Yes, indeed, folks. My experience has taught me that, no matter what your article is actually going to about: there will always (but ALWAYS) be some kind of snappy little one-liner, somewhere, that will fit it like a glove. (Or as Liam Neeson puts it in ‘Star Wars Episode One – The Phantom Menace’: “There is always a bigger fish…”)
Then again, however: there are also those famous quotes that I’ve always wanted to use… but somehow never found the right opportunity. And there’s one in particular that I’ve my eye on since… ooh, 2002, I think. (Or whenever the first instalment of Peter Jackson’s ‘Lord of the Rings’ trilogy came out.)
This one, to be precise: “I was there, three thousand years ago. I was there, the day the strength of [Malta] failed…”
Ok, let’s overlook the minor technical difficulty that… for the sake of chronological accuracy, I’d have to wait until at least October 8, 5,021 to actually use it... (even if I could easily by-pass that obstacle, just by arguing that… um… “The Future is Now!”)
No: personally, I’d like to think the real reason I never used it before is… well… a bit like another little quote from ‘The Lord of the Rings’ (the book, this time): “Courage is to be found in the unlikeliest of places.”
To put that another way: I never really expected a little country like Malta to successfully (and indefinitely) resist wave after wave of orcish attacks on its national tax sovereignty… at least, not when so many other small European countries had already capitulated on the same issue. Cyprus, Luxemburg, Ireland, Latvia, Estonia, Hungary, Gondor… (speaking of which: Where WAS Gondor when all this happened, anyway…?)
In any case, you can see where all this is heading. “Our list of allies”, so to speak, “has grown thin.” And it is hardly realistic to expect that Malta – alone, unaided, and without even any Eagles to come flying to the rescue at the end - would single-handedly stave off the invading hordes… FOREVER.
This was never likely at the best of times: still less, when the assault itself took the form of a common, mutually agreed policy by the OECD: in other words, the equivalent of a ‘Last Grand Alliance’, under the control of the world’s richest and most powerful countries; a siege that not even the Black Gate of Mordor itself could realistically have withstood for long…
So make no mistake: it was inevitable that Malta’s resolve would eventually crumble, in the end; and that Finance Minister Clyde Caruana would sooner or later be forced, against his will, to cast Malta’s ‘One Ring’ – our only real competitive advantage, in a highly competitive world - into the fires of Mount Doom.

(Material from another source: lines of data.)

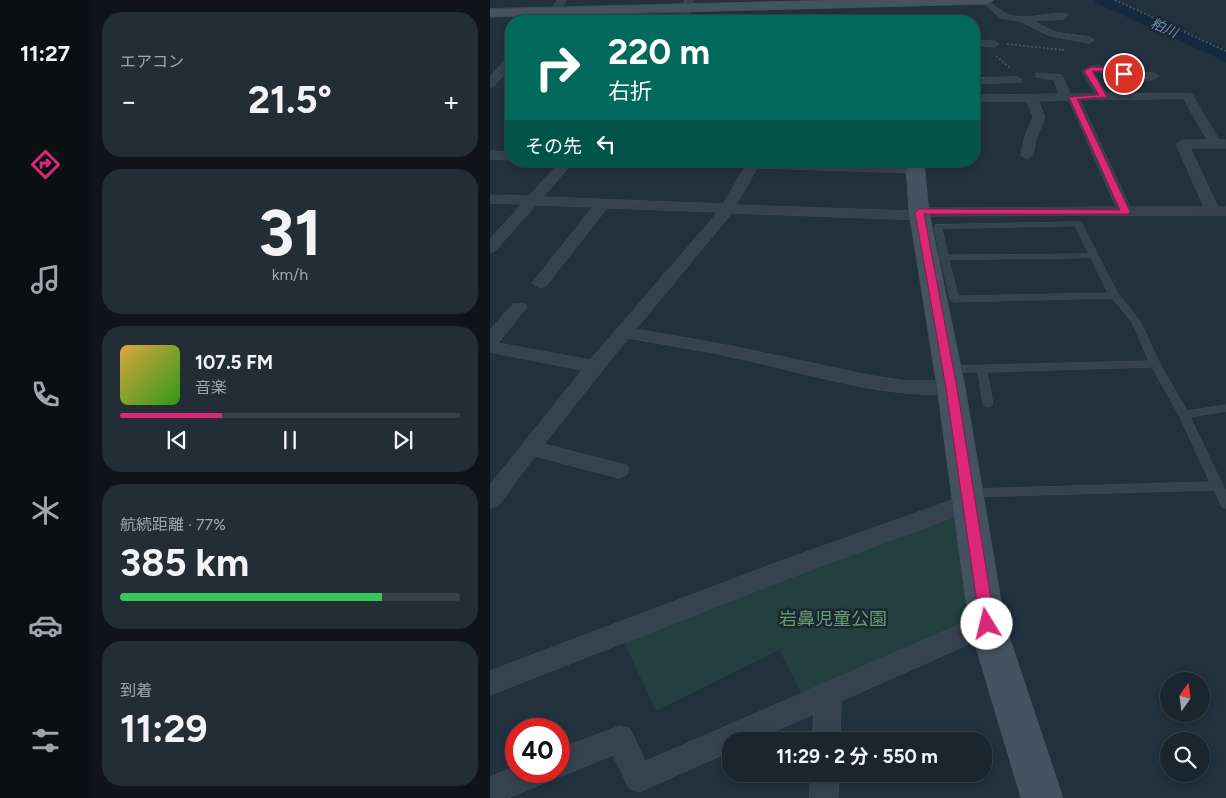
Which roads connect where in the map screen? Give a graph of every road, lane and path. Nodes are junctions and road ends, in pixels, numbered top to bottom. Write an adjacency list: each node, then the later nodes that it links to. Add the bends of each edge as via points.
1 (563, 0): 8 (street)
2 (980, 0): 5 (main road); 11 (street, via 1004,16)
3 (1115, 0): 16 (path)
4 (688, 5): 5 (main road); 9 (main road)
5 (872, 6)
6 (490, 13): 7 (main road)
7 (520, 15)
8 (552, 15)
9 (573, 15)
10 (1064, 16): 11 (street)
11 (1022, 19): 12 (street)
12 (1053, 34): 13 (street); 15 (path, via 1063,50)
13 (1089, 40)
14 (980, 43): 15 (street)
15 (994, 44)
16 (1226, 51)
17 (490, 70): 18 (street)
18 (505, 70)
19 (505, 72): 24 (street)
20 (1040, 75): 25 (street, via 1058,77)
21 (1154, 76): 26 (street, via 1110,70 1087,71)
22 (1018, 80): 23 (street)
23 (980, 81)
24 (490, 84)
25 (1069, 97): 26 (street); 28 (street); 41 (street)
26 (1103, 97): 29 (street, via 1188,96)
27 (980, 98): 28 (street)
28 (1031, 98): 31 (street, via 1040,117)
29 (1220, 144): 40 (street, via 1182,144)
30 (490, 155): 32 (street)
31 (1027, 155)
32 (505, 156)
33 (563, 167): 37 (street)
34 (753, 167): 39 (street)
35 (916, 167): 42 (main road)
36 (490, 199): 37 (street)
37 (534, 201): 38 (street); 43 (street)
38 (604, 203): 39 (street); 46 (street)
39 (730, 208): 42 (street); 49 (street)
40 (1219, 211): 41 (street)
41 (1125, 212): 42 (street)
42 (919, 214): 45 (main road)
43 (490, 248)
44 (1095, 256): 45 (lane); 45 (lane, via 1078,224 938,227); 47 (lane)
45 (936, 258): 47 (lane, via 954,299); 55 (main road)
46 (540, 283)
47 (1114, 295): 52 (lane, via 1136,321)
48 (518, 307): 50 (street)
49 (623, 332): 53 (street); 55 (street, via 731,350 906,387)
50 (490, 341)
51 (490, 348): 53 (street)
52 (1155, 364): 54 (lane); 58 (lane)
53 (594, 367): 59 (street)
54 (982, 369): 55 (lane); 56 (lane)
55 (950, 378): 62 (main road)
56 (988, 404)
57 (1226, 408): 58 (lane)
58 (1184, 415): 61 (lane)
59 (530, 448): 60 (street); 63 (street)
60 (619, 470)
61 (1223, 494): 62 (lane)
62 (967, 498): 64 (main road); 65 (street)
63 (490, 500)
64 (987, 624): 66 (street); 73 (main road)
65 (490, 683)
66 (828, 695): 67 (street); 68 (street, via 639,778 620,739)
67 (826, 732)
68 (570, 759)
69 (825, 782): 72 (street)
70 (510, 783): 71 (street)
71 (490, 791)
72 (824, 798)
73 (1042, 798)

But still. All along, I must admit there was a small part of me that held out in hope (“a fool’s hope”, no doubt) that… erm… wait a second here. Who knows? Maybe Galadriel had a point after all, when she said that: ‘the time will soon come, when [the little countries] will shape the fortunes of all’. For, unlikely as it may seem… Malta did (and still does) have perfectly valid arguments, to defend what’s really at stake here: i.e., our country’s sovereign right to establish its own tax rates, as and how it sees fit.
And besides: nothing was really certain until last Friday, either. Before that fateful moment, when Caruana announced that Malta had ‘accepted the OECD’s tax pact’…. there was still a small chance – OK, make that a microscopic chance – that common sense might actually prevail, in the end.
In more realpolitik terms: there was a chance that the government of Malta might successfully argue its case, before the Council of Elrond, that… sorry, but this ‘15% flat tax rate’ you are proposing will only create an automatic non-level playing field, for small, peripheral economies that lack any other means of attracting foreign investment to their shores…
There: not exactly an unconvincing argument, is it? That’s probably why it is (or was) the position of the Malta Business Chamber, too: whose president, Marisa Xuereb, recently described our taxation system as “the only thing that remains, for an EU member state to balance out whatever other disadvantages it might have.”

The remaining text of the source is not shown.